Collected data
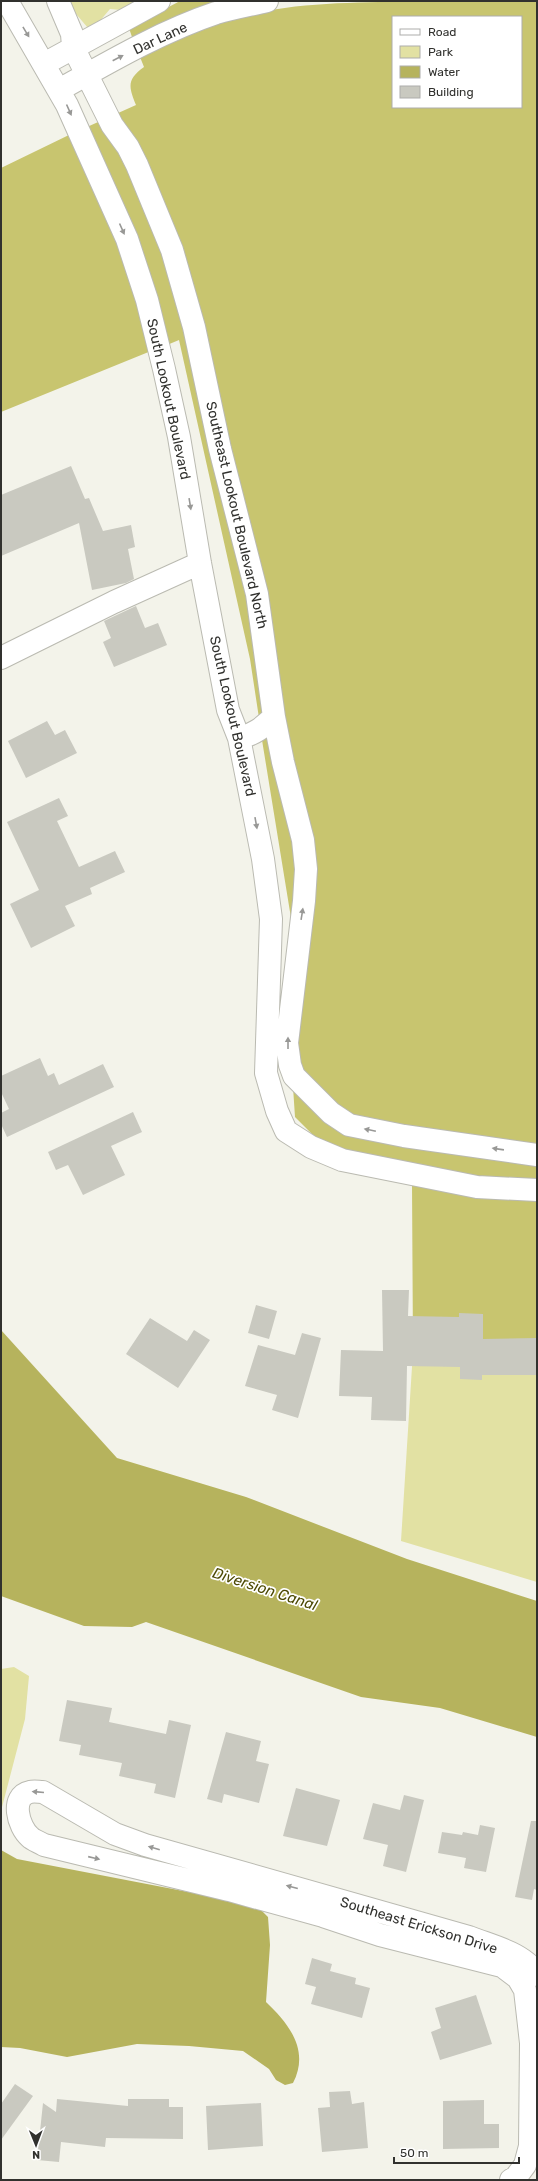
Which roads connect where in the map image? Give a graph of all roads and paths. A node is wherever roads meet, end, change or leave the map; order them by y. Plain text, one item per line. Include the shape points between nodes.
1 (7, 1) edge
2 (58, 1) edge
3 (160, 1) edge
4 (267, 1) edge
5 (135, 13) junction
6 (154, 41) junction
7 (73, 46) junction
8 (44, 64) junction
9 (87, 74) junction
10 (59, 90) junction
11 (200, 563) junction
12 (1, 658) edge
13 (274, 717) junction
14 (239, 738) junction
15 (294, 1076) junction
16 (269, 1084) junction
17 (537, 1155) edge
18 (537, 1190) edge
19 (175, 1854) junction
20 (168, 1874) junction
21 (319, 1905) junction
22 (510, 1962) junction
23 (537, 1975) edge
24 (534, 2076) edge
25 (511, 2180) edge

1 -> 8 street
2 - 7 street, Southeast Lookout Boulevard North via 72,34
3 - 5 street
4 - 6 street, Dar Lane via 217,13
5 - 6 street
5 - 7 street
9 -> 6 street, Dar Lane
7 - 8 street
7 - 9 street, Southeast Lookout Boulevard North
8 - 10 street, South Lookout Boulevard
9 - 10 street, Dar Lane
9 - 13 street, Southeast Lookout Boulevard North via 112,125 140,170 172,250 184,288 208,385 220,449 257,594
10 -> 11 street, South Lookout Boulevard via 127,239 147,300 179,437
11 - 12 street
11 - 14 street, South Lookout Boulevard via 228,710
13 - 14 street via 260,730
15 -> 13 street, Southeast Lookout Boulevard North via 287,1043 306,869 303,840
14 -> 16 street, South Lookout Boulevard via 260,843 271,919 266,1054
15 - 16 street
17 -> 15 street via 404,1136 349,1125 331,1113
16 - 18 street, South Lookout Boulevard via 286,1131 311,1147 342,1160 477,1188
19 - 20 street
19 -> 20 street, Southeast Erickson Drive via 115,1834 43,1792 30,1792 23,1796 17,1808 22,1828 30,1838 44,1845
21 -> 19 street, Southeast Erickson Drive
20 - 21 street, Southeast Erickson Drive
21 - 22 street, Southeast Erickson Drive via 469,1938
22 - 23 street, Southeast Erickson Drive via 533,1968
22 - 24 street, Southeast Erickson Drive via 525,1990
24 - 25 street, Southeast Erickson Drive via 530,2146 525,2165

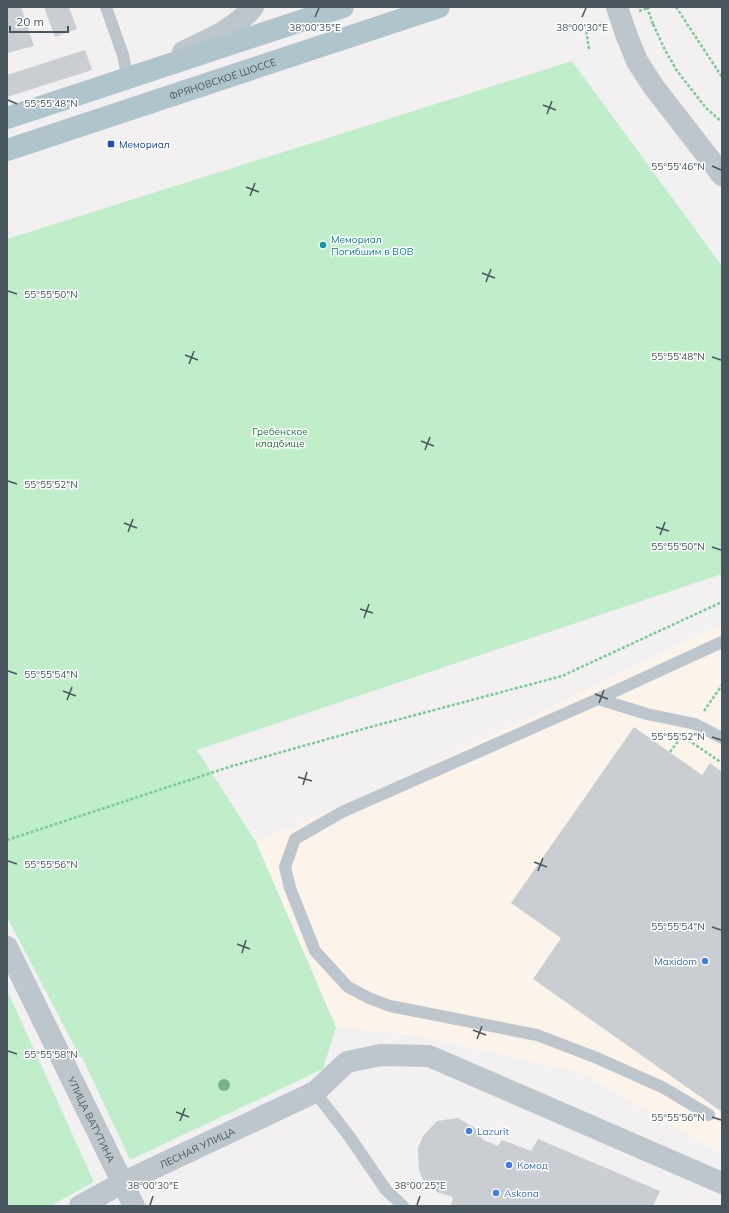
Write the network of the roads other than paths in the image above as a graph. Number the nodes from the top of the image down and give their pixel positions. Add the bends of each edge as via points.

• _ACTIVITY_
Transcribe all of the data above verbatim but omit every picture.

• _WRITTEN SOLUTION_
Which roads connect where in the map image? Give a graph of all roads and paths. A node is wherever roads meet, end, change or leave the map; order them by y. Plain text, one item per line. Include the shape points between nodes.
1 (7, 1) edge
2 (58, 1) edge
3 (160, 1) edge
4 (267, 1) edge
5 (135, 13) junction
6 (154, 41) junction
7 (73, 46) junction
8 (44, 64) junction
9 (87, 74) junction
10 (59, 90) junction
11 (200, 563) junction
12 (1, 658) edge
13 (274, 717) junction
14 (239, 738) junction
15 (294, 1076) junction
16 (269, 1084) junction
17 (537, 1155) edge
18 (537, 1190) edge
19 (175, 1854) junction
20 (168, 1874) junction
21 (319, 1905) junction
22 (510, 1962) junction
23 (537, 1975) edge
24 (534, 2076) edge
25 (511, 2180) edge

1 -> 8 street
2 - 7 street, Southeast Lookout Boulevard North via 72,34
3 - 5 street
4 - 6 street, Dar Lane via 217,13
5 - 6 street
5 - 7 street
9 -> 6 street, Dar Lane
7 - 8 street
7 - 9 street, Southeast Lookout Boulevard North
8 - 10 street, South Lookout Boulevard
9 - 10 street, Dar Lane
9 - 13 street, Southeast Lookout Boulevard North via 112,125 140,170 172,250 184,288 208,385 220,449 257,594
10 -> 11 street, South Lookout Boulevard via 127,239 147,300 179,437
11 - 12 street
11 - 14 street, South Lookout Boulevard via 228,710
13 - 14 street via 260,730
15 -> 13 street, Southeast Lookout Boulevard North via 287,1043 306,869 303,840
14 -> 16 street, South Lookout Boulevard via 260,843 271,919 266,1054
15 - 16 street
17 -> 15 street via 404,1136 349,1125 331,1113
16 - 18 street, South Lookout Boulevard via 286,1131 311,1147 342,1160 477,1188
19 - 20 street
19 -> 20 street, Southeast Erickson Drive via 115,1834 43,1792 30,1792 23,1796 17,1808 22,1828 30,1838 44,1845
21 -> 19 street, Southeast Erickson Drive
20 - 21 street, Southeast Erickson Drive
21 - 22 street, Southeast Erickson Drive via 469,1938
22 - 23 street, Southeast Erickson Drive via 533,1968
22 - 24 street, Southeast Erickson Drive via 525,1990
24 - 25 street, Southeast Erickson Drive via 530,2146 525,2165

Write the network of the roads other than paths in the image above as a graph. Number the nodes from the top of the image down and give their pixel positions. Add the bends of each edge as via points.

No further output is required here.